WHAT YOU SHOULD DO:
In the data, find each line where the word "Grange" appears and list that line.

- - - -

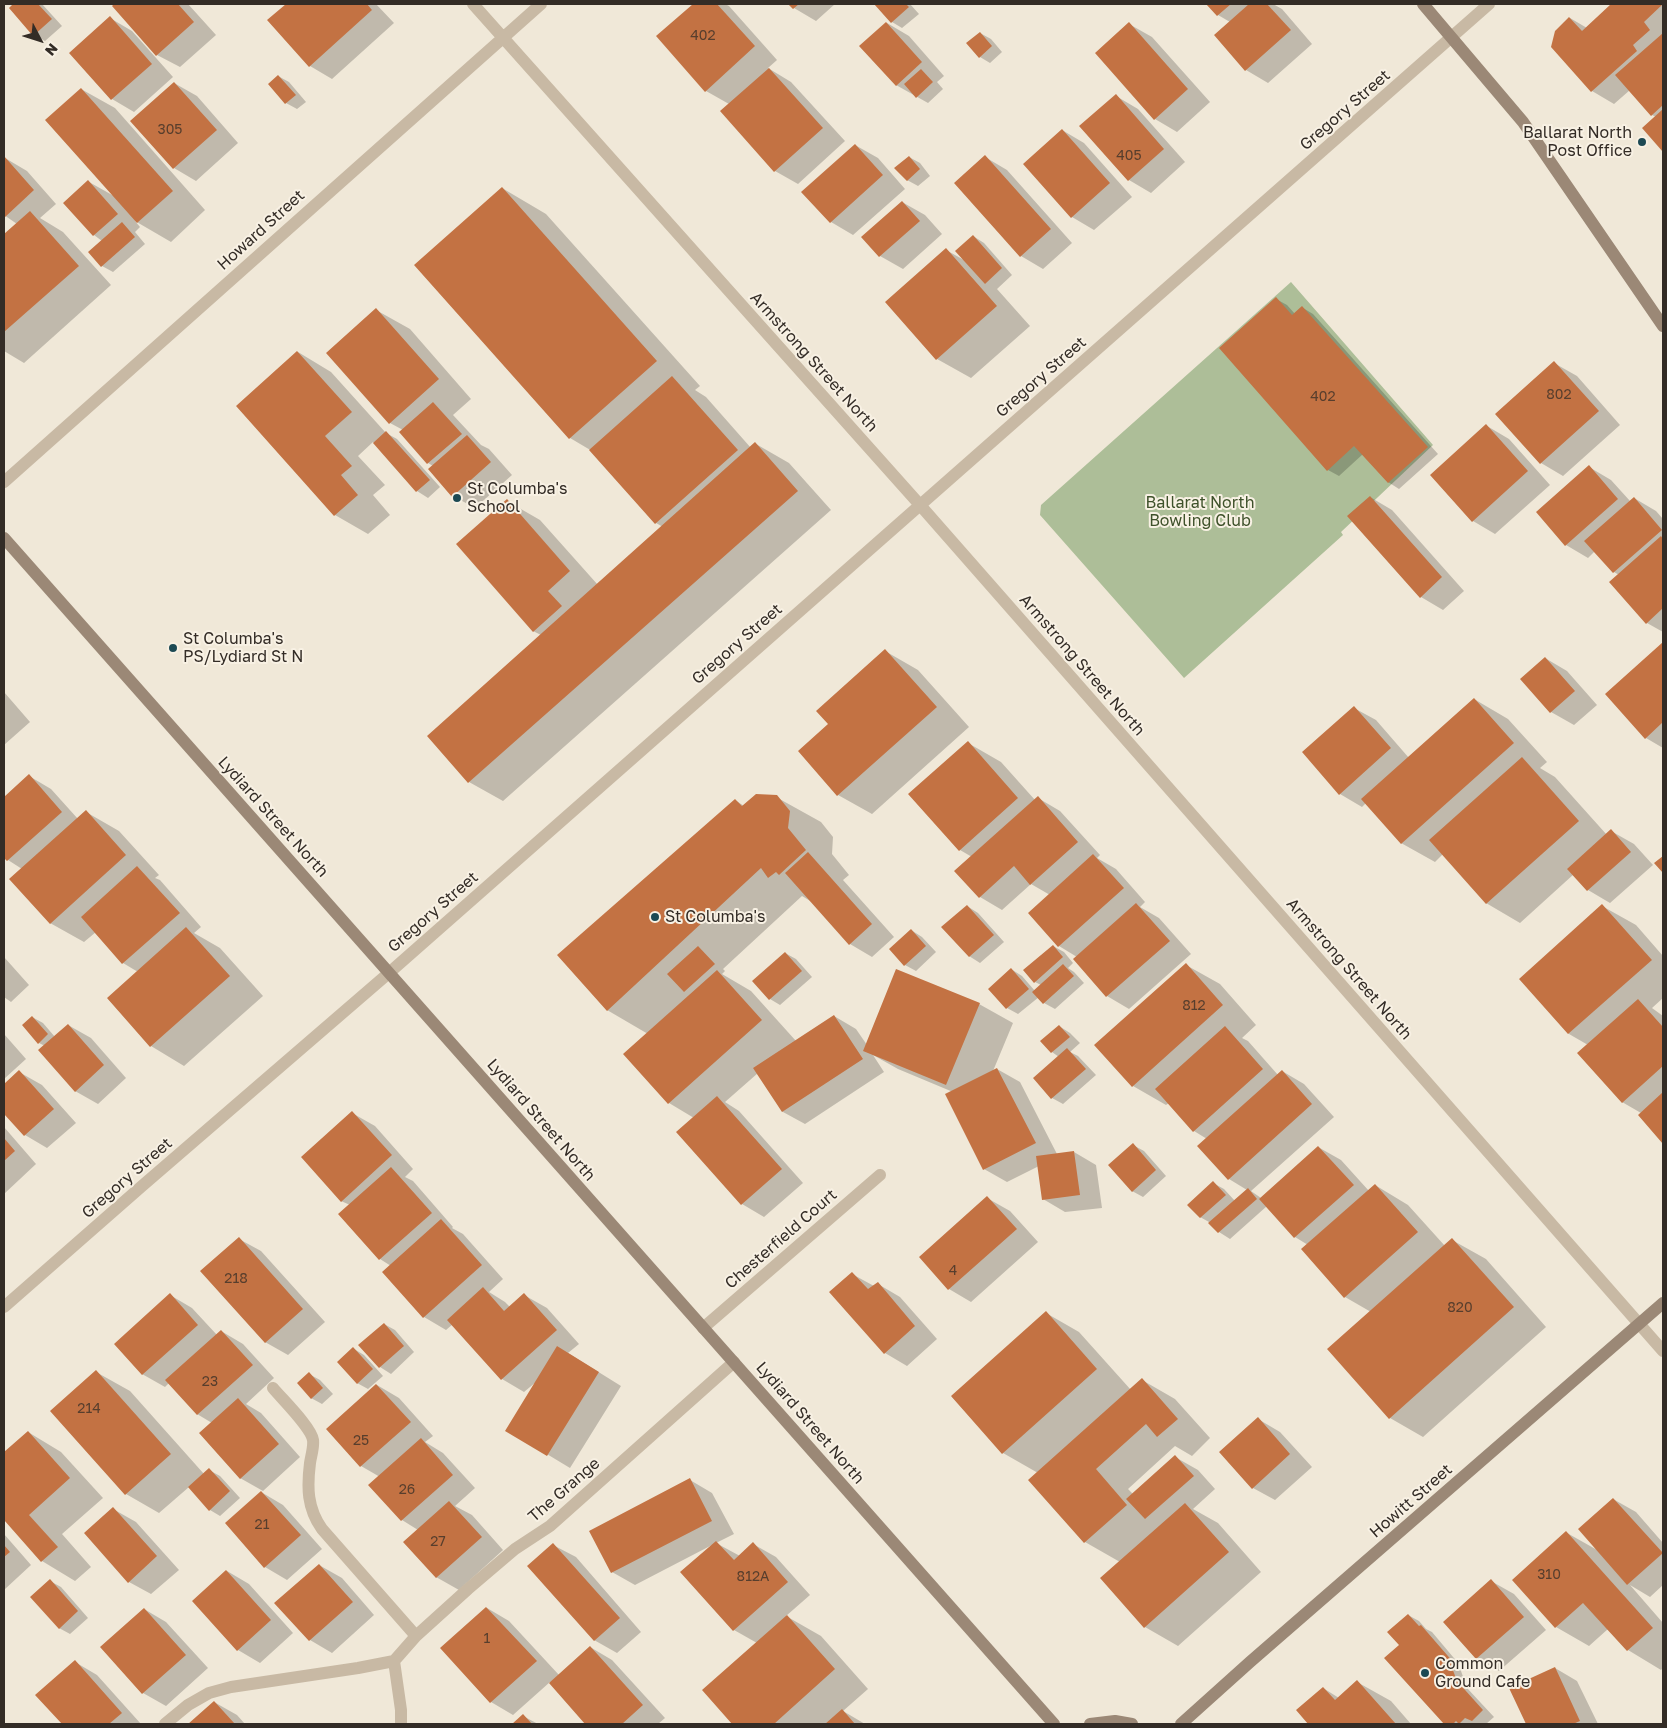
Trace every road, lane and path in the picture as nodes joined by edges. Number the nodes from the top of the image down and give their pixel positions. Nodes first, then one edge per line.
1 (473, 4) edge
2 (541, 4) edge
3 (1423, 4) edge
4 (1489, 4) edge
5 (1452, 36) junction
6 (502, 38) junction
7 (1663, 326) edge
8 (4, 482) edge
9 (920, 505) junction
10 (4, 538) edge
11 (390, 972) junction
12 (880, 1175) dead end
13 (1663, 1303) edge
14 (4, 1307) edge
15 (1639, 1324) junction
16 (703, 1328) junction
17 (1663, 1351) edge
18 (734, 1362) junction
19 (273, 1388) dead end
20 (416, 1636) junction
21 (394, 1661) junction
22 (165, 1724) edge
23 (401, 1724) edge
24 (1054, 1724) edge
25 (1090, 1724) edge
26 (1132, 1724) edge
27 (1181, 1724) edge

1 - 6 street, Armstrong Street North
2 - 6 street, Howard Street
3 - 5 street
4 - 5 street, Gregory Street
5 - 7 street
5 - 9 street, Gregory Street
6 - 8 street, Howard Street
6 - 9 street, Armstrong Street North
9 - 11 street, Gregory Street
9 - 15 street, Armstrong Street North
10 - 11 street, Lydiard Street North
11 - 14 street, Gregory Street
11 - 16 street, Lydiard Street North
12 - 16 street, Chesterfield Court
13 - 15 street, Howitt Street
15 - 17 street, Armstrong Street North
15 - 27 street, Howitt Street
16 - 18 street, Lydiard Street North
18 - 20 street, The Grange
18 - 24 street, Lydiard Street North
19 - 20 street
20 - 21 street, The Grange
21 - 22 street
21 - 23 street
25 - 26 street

- - - -

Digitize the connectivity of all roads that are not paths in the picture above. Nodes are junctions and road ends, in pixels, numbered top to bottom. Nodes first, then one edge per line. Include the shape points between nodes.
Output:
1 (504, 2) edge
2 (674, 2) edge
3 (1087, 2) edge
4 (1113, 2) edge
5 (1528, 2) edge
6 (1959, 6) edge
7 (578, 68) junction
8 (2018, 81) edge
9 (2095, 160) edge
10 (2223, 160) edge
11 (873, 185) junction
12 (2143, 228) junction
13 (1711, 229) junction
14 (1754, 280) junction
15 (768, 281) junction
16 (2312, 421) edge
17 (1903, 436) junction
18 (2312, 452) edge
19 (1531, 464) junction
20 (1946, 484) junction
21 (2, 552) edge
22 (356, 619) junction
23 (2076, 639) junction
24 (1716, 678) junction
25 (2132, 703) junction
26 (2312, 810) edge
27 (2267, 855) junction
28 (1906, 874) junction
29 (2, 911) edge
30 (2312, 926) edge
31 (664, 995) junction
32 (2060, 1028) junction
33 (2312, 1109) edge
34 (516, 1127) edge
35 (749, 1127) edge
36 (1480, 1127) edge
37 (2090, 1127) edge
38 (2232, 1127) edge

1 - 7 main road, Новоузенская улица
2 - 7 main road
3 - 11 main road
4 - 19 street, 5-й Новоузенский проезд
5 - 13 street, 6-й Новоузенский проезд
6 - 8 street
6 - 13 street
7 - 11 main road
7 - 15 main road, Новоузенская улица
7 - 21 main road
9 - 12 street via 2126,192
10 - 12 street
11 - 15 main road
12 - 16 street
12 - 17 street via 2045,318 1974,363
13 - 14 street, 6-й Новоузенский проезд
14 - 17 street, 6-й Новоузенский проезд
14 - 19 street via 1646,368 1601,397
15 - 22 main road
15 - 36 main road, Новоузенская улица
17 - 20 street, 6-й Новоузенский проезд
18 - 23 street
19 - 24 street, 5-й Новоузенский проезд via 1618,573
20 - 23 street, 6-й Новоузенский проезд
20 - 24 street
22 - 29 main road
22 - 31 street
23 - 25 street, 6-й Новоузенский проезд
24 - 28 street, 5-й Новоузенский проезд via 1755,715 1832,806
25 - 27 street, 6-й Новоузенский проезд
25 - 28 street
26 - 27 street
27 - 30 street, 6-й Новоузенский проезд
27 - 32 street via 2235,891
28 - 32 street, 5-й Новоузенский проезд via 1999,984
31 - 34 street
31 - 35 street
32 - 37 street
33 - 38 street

- - - -

RESULT OF THIS TASK:
18 - 20 street, The Grange
20 - 21 street, The Grange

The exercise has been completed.